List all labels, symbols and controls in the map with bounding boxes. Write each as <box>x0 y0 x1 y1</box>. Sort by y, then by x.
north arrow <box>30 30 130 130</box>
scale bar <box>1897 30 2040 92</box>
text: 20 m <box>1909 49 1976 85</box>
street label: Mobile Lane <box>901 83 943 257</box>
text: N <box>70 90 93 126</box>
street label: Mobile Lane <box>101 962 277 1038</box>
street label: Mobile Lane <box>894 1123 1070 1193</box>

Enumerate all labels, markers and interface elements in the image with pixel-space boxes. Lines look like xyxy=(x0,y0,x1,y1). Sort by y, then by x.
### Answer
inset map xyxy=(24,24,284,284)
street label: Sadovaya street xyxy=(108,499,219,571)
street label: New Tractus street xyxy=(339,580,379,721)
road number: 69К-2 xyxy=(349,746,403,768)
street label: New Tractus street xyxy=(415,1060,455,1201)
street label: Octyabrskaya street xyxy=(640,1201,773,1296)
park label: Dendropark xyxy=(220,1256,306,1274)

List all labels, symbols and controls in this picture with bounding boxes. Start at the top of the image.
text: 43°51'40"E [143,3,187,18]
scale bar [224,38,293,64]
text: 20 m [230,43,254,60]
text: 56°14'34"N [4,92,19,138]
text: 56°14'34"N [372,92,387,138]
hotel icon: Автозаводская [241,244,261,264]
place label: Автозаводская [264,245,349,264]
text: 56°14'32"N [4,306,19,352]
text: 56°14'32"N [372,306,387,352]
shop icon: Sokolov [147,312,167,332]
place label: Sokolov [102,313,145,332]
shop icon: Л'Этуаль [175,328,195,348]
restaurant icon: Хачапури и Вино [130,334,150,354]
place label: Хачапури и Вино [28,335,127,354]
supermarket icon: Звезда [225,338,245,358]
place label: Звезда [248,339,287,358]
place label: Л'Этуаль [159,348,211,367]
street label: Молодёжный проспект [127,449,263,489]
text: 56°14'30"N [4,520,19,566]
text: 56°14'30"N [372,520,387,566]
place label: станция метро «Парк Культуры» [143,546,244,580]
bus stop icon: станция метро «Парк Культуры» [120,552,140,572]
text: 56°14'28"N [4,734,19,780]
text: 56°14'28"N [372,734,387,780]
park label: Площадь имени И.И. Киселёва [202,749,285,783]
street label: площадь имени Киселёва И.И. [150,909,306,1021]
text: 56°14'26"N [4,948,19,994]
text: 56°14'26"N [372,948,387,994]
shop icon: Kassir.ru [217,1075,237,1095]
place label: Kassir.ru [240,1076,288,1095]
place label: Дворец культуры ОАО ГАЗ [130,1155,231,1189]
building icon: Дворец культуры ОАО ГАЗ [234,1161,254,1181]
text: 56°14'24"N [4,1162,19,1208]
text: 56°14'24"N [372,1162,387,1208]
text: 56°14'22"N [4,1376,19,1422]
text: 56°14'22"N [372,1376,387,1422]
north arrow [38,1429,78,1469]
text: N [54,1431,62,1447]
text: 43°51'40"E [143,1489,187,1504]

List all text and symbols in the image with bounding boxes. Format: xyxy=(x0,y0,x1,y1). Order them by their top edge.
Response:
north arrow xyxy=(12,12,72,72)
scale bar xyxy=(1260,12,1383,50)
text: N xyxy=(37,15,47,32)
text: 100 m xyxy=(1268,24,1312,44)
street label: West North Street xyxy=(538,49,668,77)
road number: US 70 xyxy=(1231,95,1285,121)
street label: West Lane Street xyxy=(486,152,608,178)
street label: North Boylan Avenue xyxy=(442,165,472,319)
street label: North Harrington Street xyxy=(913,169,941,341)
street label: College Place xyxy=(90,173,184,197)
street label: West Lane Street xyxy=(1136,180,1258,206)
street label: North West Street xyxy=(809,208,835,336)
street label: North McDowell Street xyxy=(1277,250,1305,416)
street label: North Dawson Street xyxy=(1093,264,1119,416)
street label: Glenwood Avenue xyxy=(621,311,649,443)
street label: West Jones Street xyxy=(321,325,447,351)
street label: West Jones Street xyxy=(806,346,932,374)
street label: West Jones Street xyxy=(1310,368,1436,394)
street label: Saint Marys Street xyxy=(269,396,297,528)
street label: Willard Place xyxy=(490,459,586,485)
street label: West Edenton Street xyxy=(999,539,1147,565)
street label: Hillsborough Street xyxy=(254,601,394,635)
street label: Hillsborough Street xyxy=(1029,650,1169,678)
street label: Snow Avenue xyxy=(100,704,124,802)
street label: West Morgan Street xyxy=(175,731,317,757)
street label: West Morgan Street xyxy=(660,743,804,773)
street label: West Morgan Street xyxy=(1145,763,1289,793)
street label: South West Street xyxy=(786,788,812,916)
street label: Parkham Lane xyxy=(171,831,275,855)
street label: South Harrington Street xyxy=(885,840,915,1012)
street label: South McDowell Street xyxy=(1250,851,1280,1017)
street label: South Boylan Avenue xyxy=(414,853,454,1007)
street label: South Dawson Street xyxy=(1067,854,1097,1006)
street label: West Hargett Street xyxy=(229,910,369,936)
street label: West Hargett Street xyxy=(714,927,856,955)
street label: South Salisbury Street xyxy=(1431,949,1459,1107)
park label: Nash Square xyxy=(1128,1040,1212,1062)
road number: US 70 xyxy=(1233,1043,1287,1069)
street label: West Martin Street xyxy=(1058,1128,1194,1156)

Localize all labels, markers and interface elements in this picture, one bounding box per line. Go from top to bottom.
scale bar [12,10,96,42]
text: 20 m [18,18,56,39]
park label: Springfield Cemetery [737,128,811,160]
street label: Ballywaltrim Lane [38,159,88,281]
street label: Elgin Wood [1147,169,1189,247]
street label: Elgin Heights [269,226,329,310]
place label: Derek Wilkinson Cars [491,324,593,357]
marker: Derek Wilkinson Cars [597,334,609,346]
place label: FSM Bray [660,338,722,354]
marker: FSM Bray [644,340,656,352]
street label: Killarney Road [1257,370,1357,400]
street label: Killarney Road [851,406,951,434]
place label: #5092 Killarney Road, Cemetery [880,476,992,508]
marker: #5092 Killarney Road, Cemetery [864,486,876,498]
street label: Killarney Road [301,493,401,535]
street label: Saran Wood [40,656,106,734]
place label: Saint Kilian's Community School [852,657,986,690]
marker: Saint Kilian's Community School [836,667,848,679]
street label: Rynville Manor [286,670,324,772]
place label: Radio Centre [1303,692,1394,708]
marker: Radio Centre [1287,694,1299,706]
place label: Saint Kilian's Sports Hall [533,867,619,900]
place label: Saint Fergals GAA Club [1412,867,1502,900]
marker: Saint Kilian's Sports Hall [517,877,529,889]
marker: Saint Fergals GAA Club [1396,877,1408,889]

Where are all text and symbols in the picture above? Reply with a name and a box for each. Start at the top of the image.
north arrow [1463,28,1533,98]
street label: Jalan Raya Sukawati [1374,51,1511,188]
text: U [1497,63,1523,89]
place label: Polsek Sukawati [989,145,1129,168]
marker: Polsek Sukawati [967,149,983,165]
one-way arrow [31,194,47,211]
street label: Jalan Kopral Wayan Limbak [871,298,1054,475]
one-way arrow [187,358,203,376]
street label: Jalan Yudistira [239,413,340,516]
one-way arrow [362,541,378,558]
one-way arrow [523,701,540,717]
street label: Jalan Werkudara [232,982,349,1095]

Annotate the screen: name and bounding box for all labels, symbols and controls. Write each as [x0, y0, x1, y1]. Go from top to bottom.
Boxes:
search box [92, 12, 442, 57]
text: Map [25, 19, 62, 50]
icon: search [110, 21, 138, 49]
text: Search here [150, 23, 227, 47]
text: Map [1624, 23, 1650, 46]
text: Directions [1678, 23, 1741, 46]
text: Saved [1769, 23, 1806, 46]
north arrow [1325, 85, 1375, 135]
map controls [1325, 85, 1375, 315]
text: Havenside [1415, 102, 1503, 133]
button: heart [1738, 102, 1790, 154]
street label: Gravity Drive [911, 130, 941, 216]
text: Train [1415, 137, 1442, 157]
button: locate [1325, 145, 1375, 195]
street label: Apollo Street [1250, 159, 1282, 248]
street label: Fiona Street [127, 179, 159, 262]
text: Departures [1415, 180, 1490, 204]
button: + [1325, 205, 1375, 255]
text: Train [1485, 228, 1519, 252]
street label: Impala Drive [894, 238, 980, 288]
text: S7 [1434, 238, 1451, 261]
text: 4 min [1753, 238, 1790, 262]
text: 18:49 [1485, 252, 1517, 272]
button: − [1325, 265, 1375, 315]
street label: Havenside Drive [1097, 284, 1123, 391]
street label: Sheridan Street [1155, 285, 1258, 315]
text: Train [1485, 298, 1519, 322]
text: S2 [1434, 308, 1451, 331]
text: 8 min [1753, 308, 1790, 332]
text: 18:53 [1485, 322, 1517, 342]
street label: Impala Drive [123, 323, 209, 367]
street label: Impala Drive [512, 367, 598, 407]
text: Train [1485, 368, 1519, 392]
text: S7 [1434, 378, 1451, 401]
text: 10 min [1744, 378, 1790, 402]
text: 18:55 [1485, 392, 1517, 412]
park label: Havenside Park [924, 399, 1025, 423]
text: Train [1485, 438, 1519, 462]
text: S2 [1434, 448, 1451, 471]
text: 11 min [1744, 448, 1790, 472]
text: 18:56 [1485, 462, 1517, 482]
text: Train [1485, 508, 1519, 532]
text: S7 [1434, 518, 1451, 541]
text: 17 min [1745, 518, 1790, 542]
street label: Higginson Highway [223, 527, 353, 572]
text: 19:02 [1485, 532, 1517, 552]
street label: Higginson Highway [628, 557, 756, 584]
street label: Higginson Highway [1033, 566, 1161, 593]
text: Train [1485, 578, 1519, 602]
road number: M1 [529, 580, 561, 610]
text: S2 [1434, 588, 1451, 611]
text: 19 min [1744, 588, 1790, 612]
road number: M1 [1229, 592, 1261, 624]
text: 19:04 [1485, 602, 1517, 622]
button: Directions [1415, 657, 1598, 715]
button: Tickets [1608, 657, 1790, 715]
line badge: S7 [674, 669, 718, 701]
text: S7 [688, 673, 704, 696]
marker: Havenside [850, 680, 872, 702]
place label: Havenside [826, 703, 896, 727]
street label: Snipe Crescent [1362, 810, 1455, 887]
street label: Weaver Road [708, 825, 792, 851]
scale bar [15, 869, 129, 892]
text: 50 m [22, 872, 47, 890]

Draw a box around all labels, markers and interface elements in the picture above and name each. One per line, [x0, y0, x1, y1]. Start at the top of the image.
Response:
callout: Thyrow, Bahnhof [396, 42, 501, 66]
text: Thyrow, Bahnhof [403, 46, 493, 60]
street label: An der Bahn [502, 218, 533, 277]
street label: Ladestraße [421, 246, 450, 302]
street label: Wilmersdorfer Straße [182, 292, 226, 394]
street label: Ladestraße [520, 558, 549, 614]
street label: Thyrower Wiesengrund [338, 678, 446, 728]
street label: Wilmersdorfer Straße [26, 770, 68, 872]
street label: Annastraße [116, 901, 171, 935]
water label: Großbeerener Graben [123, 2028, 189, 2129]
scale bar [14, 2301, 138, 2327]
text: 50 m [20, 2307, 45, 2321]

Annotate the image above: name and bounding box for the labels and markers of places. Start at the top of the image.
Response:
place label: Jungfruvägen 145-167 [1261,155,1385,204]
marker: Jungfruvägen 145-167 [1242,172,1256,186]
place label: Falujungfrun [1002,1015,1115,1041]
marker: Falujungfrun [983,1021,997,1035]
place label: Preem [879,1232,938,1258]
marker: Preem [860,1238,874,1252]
____
About this task: Among the entries, count how many lines hold the string "Higginson", then state only that number.

Result: 3